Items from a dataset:
■ ■ ■ ■

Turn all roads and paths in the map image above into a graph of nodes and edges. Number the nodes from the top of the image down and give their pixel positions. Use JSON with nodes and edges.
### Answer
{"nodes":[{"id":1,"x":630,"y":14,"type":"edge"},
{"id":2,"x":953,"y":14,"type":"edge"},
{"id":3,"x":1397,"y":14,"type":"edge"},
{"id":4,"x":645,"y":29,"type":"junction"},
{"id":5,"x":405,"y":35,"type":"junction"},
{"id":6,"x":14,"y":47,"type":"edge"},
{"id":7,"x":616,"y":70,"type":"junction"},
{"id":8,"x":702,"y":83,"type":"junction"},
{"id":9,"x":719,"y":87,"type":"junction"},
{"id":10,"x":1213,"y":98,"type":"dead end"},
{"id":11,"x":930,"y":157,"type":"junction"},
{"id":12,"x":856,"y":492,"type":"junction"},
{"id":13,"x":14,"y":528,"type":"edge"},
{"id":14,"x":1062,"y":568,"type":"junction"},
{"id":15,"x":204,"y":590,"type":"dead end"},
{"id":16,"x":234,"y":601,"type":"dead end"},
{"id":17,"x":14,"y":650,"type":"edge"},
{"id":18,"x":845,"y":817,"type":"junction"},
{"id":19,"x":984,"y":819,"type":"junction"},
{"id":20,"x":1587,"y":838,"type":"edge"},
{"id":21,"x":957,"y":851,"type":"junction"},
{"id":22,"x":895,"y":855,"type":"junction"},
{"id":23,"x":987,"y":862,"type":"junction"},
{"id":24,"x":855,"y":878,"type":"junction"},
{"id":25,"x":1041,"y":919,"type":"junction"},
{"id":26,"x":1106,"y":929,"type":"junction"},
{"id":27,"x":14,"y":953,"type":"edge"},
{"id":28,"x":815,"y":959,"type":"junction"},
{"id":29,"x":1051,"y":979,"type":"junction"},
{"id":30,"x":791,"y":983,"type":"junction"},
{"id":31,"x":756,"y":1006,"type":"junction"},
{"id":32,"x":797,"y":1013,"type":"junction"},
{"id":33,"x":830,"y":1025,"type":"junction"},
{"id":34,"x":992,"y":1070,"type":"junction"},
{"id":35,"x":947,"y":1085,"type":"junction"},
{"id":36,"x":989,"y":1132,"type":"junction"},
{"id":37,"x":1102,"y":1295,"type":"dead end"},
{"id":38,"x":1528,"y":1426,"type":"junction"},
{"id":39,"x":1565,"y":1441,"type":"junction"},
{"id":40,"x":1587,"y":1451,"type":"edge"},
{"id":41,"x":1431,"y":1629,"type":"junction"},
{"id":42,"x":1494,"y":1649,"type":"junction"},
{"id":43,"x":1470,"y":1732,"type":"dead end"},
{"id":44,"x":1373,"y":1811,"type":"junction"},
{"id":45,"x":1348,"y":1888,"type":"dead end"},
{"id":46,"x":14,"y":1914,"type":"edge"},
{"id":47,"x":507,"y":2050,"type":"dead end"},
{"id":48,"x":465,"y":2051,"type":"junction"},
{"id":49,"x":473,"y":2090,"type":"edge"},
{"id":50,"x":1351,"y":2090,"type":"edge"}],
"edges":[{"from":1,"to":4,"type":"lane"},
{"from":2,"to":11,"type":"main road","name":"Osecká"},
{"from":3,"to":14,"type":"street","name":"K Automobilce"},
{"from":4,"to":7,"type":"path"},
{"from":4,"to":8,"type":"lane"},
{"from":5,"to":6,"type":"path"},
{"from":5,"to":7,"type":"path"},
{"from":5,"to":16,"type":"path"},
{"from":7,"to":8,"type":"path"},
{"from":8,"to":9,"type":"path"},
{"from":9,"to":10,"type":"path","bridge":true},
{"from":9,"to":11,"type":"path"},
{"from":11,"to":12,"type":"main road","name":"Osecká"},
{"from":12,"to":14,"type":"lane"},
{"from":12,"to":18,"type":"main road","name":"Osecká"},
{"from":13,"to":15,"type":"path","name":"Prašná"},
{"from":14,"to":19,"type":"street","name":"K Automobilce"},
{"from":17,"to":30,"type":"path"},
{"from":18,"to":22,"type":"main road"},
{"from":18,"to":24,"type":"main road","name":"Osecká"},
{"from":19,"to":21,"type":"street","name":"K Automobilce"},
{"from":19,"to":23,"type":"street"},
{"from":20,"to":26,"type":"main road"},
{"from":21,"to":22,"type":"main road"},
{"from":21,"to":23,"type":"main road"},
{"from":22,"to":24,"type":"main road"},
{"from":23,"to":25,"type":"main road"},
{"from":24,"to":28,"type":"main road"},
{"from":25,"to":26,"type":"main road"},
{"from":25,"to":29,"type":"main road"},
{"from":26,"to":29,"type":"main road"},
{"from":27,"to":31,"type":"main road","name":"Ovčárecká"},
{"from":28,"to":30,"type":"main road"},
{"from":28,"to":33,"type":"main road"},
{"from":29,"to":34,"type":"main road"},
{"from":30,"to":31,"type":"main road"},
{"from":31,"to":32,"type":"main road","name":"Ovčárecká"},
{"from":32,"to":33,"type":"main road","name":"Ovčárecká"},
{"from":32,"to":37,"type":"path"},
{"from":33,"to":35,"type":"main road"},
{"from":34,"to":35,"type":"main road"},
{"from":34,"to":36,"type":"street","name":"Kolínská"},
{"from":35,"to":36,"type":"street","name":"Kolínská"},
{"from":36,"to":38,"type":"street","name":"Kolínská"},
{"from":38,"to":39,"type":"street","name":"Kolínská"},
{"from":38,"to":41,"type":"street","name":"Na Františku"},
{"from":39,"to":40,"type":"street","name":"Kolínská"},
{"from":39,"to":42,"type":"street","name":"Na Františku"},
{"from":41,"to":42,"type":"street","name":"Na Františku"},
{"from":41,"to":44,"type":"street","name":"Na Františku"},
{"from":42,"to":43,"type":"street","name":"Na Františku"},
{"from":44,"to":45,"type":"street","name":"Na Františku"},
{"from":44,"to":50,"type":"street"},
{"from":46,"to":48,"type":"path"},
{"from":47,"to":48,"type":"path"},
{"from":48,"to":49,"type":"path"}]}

■ ■ ■ ■

TASK REQUIREMENTS
Output each record precisely as written.

ANSWER TO THE PROBLEM
Turn all roads and paths in the map image above into a graph of nodes and edges. Number the nodes from the top of the image down and give their pixel positions. Use JSON with nodes and edges.
### Answer
{"nodes":[{"id":1,"x":630,"y":14,"type":"edge"},
{"id":2,"x":953,"y":14,"type":"edge"},
{"id":3,"x":1397,"y":14,"type":"edge"},
{"id":4,"x":645,"y":29,"type":"junction"},
{"id":5,"x":405,"y":35,"type":"junction"},
{"id":6,"x":14,"y":47,"type":"edge"},
{"id":7,"x":616,"y":70,"type":"junction"},
{"id":8,"x":702,"y":83,"type":"junction"},
{"id":9,"x":719,"y":87,"type":"junction"},
{"id":10,"x":1213,"y":98,"type":"dead end"},
{"id":11,"x":930,"y":157,"type":"junction"},
{"id":12,"x":856,"y":492,"type":"junction"},
{"id":13,"x":14,"y":528,"type":"edge"},
{"id":14,"x":1062,"y":568,"type":"junction"},
{"id":15,"x":204,"y":590,"type":"dead end"},
{"id":16,"x":234,"y":601,"type":"dead end"},
{"id":17,"x":14,"y":650,"type":"edge"},
{"id":18,"x":845,"y":817,"type":"junction"},
{"id":19,"x":984,"y":819,"type":"junction"},
{"id":20,"x":1587,"y":838,"type":"edge"},
{"id":21,"x":957,"y":851,"type":"junction"},
{"id":22,"x":895,"y":855,"type":"junction"},
{"id":23,"x":987,"y":862,"type":"junction"},
{"id":24,"x":855,"y":878,"type":"junction"},
{"id":25,"x":1041,"y":919,"type":"junction"},
{"id":26,"x":1106,"y":929,"type":"junction"},
{"id":27,"x":14,"y":953,"type":"edge"},
{"id":28,"x":815,"y":959,"type":"junction"},
{"id":29,"x":1051,"y":979,"type":"junction"},
{"id":30,"x":791,"y":983,"type":"junction"},
{"id":31,"x":756,"y":1006,"type":"junction"},
{"id":32,"x":797,"y":1013,"type":"junction"},
{"id":33,"x":830,"y":1025,"type":"junction"},
{"id":34,"x":992,"y":1070,"type":"junction"},
{"id":35,"x":947,"y":1085,"type":"junction"},
{"id":36,"x":989,"y":1132,"type":"junction"},
{"id":37,"x":1102,"y":1295,"type":"dead end"},
{"id":38,"x":1528,"y":1426,"type":"junction"},
{"id":39,"x":1565,"y":1441,"type":"junction"},
{"id":40,"x":1587,"y":1451,"type":"edge"},
{"id":41,"x":1431,"y":1629,"type":"junction"},
{"id":42,"x":1494,"y":1649,"type":"junction"},
{"id":43,"x":1470,"y":1732,"type":"dead end"},
{"id":44,"x":1373,"y":1811,"type":"junction"},
{"id":45,"x":1348,"y":1888,"type":"dead end"},
{"id":46,"x":14,"y":1914,"type":"edge"},
{"id":47,"x":507,"y":2050,"type":"dead end"},
{"id":48,"x":465,"y":2051,"type":"junction"},
{"id":49,"x":473,"y":2090,"type":"edge"},
{"id":50,"x":1351,"y":2090,"type":"edge"}],
"edges":[{"from":1,"to":4,"type":"lane"},
{"from":2,"to":11,"type":"main road","name":"Osecká"},
{"from":3,"to":14,"type":"street","name":"K Automobilce"},
{"from":4,"to":7,"type":"path"},
{"from":4,"to":8,"type":"lane"},
{"from":5,"to":6,"type":"path"},
{"from":5,"to":7,"type":"path"},
{"from":5,"to":16,"type":"path"},
{"from":7,"to":8,"type":"path"},
{"from":8,"to":9,"type":"path"},
{"from":9,"to":10,"type":"path","bridge":true},
{"from":9,"to":11,"type":"path"},
{"from":11,"to":12,"type":"main road","name":"Osecká"},
{"from":12,"to":14,"type":"lane"},
{"from":12,"to":18,"type":"main road","name":"Osecká"},
{"from":13,"to":15,"type":"path","name":"Prašná"},
{"from":14,"to":19,"type":"street","name":"K Automobilce"},
{"from":17,"to":30,"type":"path"},
{"from":18,"to":22,"type":"main road"},
{"from":18,"to":24,"type":"main road","name":"Osecká"},
{"from":19,"to":21,"type":"street","name":"K Automobilce"},
{"from":19,"to":23,"type":"street"},
{"from":20,"to":26,"type":"main road"},
{"from":21,"to":22,"type":"main road"},
{"from":21,"to":23,"type":"main road"},
{"from":22,"to":24,"type":"main road"},
{"from":23,"to":25,"type":"main road"},
{"from":24,"to":28,"type":"main road"},
{"from":25,"to":26,"type":"main road"},
{"from":25,"to":29,"type":"main road"},
{"from":26,"to":29,"type":"main road"},
{"from":27,"to":31,"type":"main road","name":"Ovčárecká"},
{"from":28,"to":30,"type":"main road"},
{"from":28,"to":33,"type":"main road"},
{"from":29,"to":34,"type":"main road"},
{"from":30,"to":31,"type":"main road"},
{"from":31,"to":32,"type":"main road","name":"Ovčárecká"},
{"from":32,"to":33,"type":"main road","name":"Ovčárecká"},
{"from":32,"to":37,"type":"path"},
{"from":33,"to":35,"type":"main road"},
{"from":34,"to":35,"type":"main road"},
{"from":34,"to":36,"type":"street","name":"Kolínská"},
{"from":35,"to":36,"type":"street","name":"Kolínská"},
{"from":36,"to":38,"type":"street","name":"Kolínská"},
{"from":38,"to":39,"type":"street","name":"Kolínská"},
{"from":38,"to":41,"type":"street","name":"Na Františku"},
{"from":39,"to":40,"type":"street","name":"Kolínská"},
{"from":39,"to":42,"type":"street","name":"Na Františku"},
{"from":41,"to":42,"type":"street","name":"Na Františku"},
{"from":41,"to":44,"type":"street","name":"Na Františku"},
{"from":42,"to":43,"type":"street","name":"Na Františku"},
{"from":44,"to":45,"type":"street","name":"Na Františku"},
{"from":44,"to":50,"type":"street"},
{"from":46,"to":48,"type":"path"},
{"from":47,"to":48,"type":"path"},
{"from":48,"to":49,"type":"path"}]}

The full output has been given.